DATASET

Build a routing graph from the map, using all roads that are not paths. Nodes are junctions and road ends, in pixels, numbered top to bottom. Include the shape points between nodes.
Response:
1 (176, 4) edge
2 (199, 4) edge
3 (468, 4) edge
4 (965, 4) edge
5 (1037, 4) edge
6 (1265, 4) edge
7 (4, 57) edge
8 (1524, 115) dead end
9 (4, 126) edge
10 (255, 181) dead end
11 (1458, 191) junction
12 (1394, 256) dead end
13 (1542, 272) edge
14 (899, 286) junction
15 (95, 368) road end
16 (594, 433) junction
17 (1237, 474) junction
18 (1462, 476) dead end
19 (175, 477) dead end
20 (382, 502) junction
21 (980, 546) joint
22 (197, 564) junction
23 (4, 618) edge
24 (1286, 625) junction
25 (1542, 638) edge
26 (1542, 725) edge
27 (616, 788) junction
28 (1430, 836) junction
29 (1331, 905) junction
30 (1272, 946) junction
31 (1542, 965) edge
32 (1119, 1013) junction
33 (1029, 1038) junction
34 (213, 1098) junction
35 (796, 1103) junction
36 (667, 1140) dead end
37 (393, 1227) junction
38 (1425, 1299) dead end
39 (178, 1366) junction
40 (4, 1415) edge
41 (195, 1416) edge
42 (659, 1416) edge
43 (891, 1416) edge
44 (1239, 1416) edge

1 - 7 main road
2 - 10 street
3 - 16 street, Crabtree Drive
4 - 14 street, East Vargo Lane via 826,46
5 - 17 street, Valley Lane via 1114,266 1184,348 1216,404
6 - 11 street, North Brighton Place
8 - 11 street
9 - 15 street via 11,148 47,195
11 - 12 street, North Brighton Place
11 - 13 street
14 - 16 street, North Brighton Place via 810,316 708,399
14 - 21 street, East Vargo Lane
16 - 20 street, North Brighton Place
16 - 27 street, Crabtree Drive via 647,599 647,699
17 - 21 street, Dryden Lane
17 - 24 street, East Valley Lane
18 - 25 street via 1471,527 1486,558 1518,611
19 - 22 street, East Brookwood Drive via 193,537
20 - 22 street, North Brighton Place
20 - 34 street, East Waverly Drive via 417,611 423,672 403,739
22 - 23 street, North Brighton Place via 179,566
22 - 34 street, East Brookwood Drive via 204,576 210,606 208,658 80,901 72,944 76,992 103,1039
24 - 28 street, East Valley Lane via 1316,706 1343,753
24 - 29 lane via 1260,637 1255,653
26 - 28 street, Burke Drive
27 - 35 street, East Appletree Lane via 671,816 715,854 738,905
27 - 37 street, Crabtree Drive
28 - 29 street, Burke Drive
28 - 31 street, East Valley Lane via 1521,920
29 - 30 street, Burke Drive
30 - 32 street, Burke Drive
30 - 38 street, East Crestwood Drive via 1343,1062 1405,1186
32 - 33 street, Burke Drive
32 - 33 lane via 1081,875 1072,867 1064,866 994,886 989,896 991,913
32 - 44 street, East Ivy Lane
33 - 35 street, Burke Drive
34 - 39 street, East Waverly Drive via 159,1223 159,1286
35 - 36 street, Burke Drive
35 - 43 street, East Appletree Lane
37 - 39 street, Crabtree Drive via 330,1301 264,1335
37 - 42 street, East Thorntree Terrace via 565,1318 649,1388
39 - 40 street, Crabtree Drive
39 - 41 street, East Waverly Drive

EXERCISE
Please set down each entry again, word for word.

EXERCISE ANSWER
Build a routing graph from the map, using all roads that are not paths. Nodes are junctions and road ends, in pixels, numbered top to bottom. Include the shape points between nodes.
Response:
1 (176, 4) edge
2 (199, 4) edge
3 (468, 4) edge
4 (965, 4) edge
5 (1037, 4) edge
6 (1265, 4) edge
7 (4, 57) edge
8 (1524, 115) dead end
9 (4, 126) edge
10 (255, 181) dead end
11 (1458, 191) junction
12 (1394, 256) dead end
13 (1542, 272) edge
14 (899, 286) junction
15 (95, 368) road end
16 (594, 433) junction
17 (1237, 474) junction
18 (1462, 476) dead end
19 (175, 477) dead end
20 (382, 502) junction
21 (980, 546) joint
22 (197, 564) junction
23 (4, 618) edge
24 (1286, 625) junction
25 (1542, 638) edge
26 (1542, 725) edge
27 (616, 788) junction
28 (1430, 836) junction
29 (1331, 905) junction
30 (1272, 946) junction
31 (1542, 965) edge
32 (1119, 1013) junction
33 (1029, 1038) junction
34 (213, 1098) junction
35 (796, 1103) junction
36 (667, 1140) dead end
37 (393, 1227) junction
38 (1425, 1299) dead end
39 (178, 1366) junction
40 (4, 1415) edge
41 (195, 1416) edge
42 (659, 1416) edge
43 (891, 1416) edge
44 (1239, 1416) edge

1 - 7 main road
2 - 10 street
3 - 16 street, Crabtree Drive
4 - 14 street, East Vargo Lane via 826,46
5 - 17 street, Valley Lane via 1114,266 1184,348 1216,404
6 - 11 street, North Brighton Place
8 - 11 street
9 - 15 street via 11,148 47,195
11 - 12 street, North Brighton Place
11 - 13 street
14 - 16 street, North Brighton Place via 810,316 708,399
14 - 21 street, East Vargo Lane
16 - 20 street, North Brighton Place
16 - 27 street, Crabtree Drive via 647,599 647,699
17 - 21 street, Dryden Lane
17 - 24 street, East Valley Lane
18 - 25 street via 1471,527 1486,558 1518,611
19 - 22 street, East Brookwood Drive via 193,537
20 - 22 street, North Brighton Place
20 - 34 street, East Waverly Drive via 417,611 423,672 403,739
22 - 23 street, North Brighton Place via 179,566
22 - 34 street, East Brookwood Drive via 204,576 210,606 208,658 80,901 72,944 76,992 103,1039
24 - 28 street, East Valley Lane via 1316,706 1343,753
24 - 29 lane via 1260,637 1255,653
26 - 28 street, Burke Drive
27 - 35 street, East Appletree Lane via 671,816 715,854 738,905
27 - 37 street, Crabtree Drive
28 - 29 street, Burke Drive
28 - 31 street, East Valley Lane via 1521,920
29 - 30 street, Burke Drive
30 - 32 street, Burke Drive
30 - 38 street, East Crestwood Drive via 1343,1062 1405,1186
32 - 33 street, Burke Drive
32 - 33 lane via 1081,875 1072,867 1064,866 994,886 989,896 991,913
32 - 44 street, East Ivy Lane
33 - 35 street, Burke Drive
34 - 39 street, East Waverly Drive via 159,1223 159,1286
35 - 36 street, Burke Drive
35 - 43 street, East Appletree Lane
37 - 39 street, Crabtree Drive via 330,1301 264,1335
37 - 42 street, East Thorntree Terrace via 565,1318 649,1388
39 - 40 street, Crabtree Drive
39 - 41 street, East Waverly Drive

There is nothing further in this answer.